To download the episode, subscribe to us in the iTunes store, Spotify Podcasts, and Google Play.
In this episode, Rustin interviews Golbarg Rekabtalaei, an Assistant Professor of History at Seton Hall University. She is the author of Iranian Cosmopolitanism: A Cinematic History, published by Cambridge University Press in 2019.
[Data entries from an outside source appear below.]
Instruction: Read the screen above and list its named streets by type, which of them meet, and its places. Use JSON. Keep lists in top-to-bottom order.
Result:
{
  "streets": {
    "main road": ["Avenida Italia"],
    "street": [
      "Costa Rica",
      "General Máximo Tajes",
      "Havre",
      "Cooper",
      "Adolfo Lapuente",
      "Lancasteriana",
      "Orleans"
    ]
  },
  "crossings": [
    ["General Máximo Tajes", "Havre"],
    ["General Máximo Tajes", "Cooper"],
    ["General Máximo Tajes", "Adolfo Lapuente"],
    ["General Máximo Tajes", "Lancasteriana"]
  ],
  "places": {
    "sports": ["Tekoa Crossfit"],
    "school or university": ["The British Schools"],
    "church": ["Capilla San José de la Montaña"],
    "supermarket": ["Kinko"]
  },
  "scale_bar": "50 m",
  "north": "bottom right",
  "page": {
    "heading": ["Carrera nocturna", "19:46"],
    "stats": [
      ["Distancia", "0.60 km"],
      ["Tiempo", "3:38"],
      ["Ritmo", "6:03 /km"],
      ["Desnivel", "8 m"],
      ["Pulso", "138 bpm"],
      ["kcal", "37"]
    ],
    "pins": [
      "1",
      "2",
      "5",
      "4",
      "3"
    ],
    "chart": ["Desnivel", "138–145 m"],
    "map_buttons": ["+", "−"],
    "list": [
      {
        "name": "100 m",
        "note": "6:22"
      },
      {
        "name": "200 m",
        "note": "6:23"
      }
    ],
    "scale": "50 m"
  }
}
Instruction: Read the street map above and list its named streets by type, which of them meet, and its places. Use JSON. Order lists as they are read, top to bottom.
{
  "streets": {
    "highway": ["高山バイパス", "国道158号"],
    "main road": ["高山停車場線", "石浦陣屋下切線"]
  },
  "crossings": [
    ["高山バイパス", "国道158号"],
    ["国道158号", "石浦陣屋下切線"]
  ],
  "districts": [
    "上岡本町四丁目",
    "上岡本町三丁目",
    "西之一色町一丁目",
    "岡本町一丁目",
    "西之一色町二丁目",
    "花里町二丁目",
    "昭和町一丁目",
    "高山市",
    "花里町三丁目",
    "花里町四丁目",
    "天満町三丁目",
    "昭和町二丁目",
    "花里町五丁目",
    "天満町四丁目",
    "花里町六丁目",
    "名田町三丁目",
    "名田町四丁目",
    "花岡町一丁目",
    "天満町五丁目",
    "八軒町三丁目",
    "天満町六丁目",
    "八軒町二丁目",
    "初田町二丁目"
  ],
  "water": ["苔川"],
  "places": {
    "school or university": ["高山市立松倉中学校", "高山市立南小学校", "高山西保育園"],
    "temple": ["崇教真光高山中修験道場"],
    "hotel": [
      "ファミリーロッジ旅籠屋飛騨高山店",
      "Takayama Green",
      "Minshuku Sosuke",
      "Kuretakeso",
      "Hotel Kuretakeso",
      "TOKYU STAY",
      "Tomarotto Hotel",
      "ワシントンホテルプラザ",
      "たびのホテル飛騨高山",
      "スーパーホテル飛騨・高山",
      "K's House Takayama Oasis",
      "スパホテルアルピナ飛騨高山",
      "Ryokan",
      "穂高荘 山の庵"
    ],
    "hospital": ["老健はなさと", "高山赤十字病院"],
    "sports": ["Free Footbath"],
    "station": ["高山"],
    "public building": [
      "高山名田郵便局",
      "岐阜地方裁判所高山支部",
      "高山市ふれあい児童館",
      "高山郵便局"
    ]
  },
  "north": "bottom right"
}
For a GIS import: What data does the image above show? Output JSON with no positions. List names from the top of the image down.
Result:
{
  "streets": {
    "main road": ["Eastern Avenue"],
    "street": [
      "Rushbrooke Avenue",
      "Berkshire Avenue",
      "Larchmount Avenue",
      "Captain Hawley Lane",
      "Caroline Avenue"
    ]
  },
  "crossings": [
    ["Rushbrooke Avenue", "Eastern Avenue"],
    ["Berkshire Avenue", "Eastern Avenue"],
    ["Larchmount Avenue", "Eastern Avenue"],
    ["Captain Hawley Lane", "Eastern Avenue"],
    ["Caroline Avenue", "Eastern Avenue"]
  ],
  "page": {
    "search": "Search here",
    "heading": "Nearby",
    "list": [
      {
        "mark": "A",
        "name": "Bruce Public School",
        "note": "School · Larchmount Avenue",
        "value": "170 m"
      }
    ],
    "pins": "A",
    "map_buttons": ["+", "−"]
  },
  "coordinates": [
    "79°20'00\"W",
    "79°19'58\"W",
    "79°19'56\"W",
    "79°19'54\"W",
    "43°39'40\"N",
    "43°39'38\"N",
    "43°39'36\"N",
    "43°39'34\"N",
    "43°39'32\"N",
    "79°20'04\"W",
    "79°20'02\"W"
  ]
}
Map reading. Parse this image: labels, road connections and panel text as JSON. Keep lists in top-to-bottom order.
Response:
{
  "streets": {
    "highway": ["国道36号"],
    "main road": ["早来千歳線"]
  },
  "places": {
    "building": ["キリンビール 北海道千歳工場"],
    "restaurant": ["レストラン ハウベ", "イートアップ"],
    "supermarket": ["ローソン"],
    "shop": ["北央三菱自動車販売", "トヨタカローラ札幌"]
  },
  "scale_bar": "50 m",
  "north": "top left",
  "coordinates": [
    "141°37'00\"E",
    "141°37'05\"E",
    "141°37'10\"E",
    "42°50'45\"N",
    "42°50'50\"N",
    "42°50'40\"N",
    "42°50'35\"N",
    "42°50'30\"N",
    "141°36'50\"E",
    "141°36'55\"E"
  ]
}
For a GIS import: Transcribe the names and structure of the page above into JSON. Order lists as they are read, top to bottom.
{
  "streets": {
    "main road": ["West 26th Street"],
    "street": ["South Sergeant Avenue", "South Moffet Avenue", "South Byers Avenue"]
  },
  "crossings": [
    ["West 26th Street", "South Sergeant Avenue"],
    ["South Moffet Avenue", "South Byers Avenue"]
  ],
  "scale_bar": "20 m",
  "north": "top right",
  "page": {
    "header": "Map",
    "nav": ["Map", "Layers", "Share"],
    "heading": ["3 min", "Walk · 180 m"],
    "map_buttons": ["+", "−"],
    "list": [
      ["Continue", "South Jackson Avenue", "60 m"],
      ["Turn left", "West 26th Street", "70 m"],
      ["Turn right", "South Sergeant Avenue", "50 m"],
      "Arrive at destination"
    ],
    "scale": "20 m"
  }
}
Dr. Rekabtalaei traces how the diverse ethnic, linguistic, and religious backgrounds of cinematographers, cinema owners, and cinema goers shaped Iran’s urban culture and its citizenry’s understanding of modernity. The interview opens with a discussion of the first films produced in Iran: what they looked like, where they were shown, and who was watching them. Then, Dr. Rekabtalaei explains how this cosmopolitanism fed into Iranian national identity and notions of sovereignty in the 1920s and 1930s. The conversation ends with the emergence of both popular cinema (derogatorily labelled “Film Farsi“) and alternative cinema (sinema-ye motevavet) in the 1950s and 60s.
Guest
Golbarg Rekabtalaei
Golbarg Rekabtalaei is a cultural and social historian of modern Iran and modern Middle East at large. Her research focuses on the relationships between culture and cultural production, modernity, cosmopolitanism, urbanisation, nationalism, and revolutions.
Host
Rustin Zarkar
Ajam Editor
Episode No. 19
Release Date: 20 July 2020
Recording Location: New York City, NY.
Produced by Rustin Zarkar and Ali Karjoo-Ravary
Audio editing: Nicholas Gunty
Music: Yavaran (Intro: “404 day in heaven” Outro: “Har Chi“)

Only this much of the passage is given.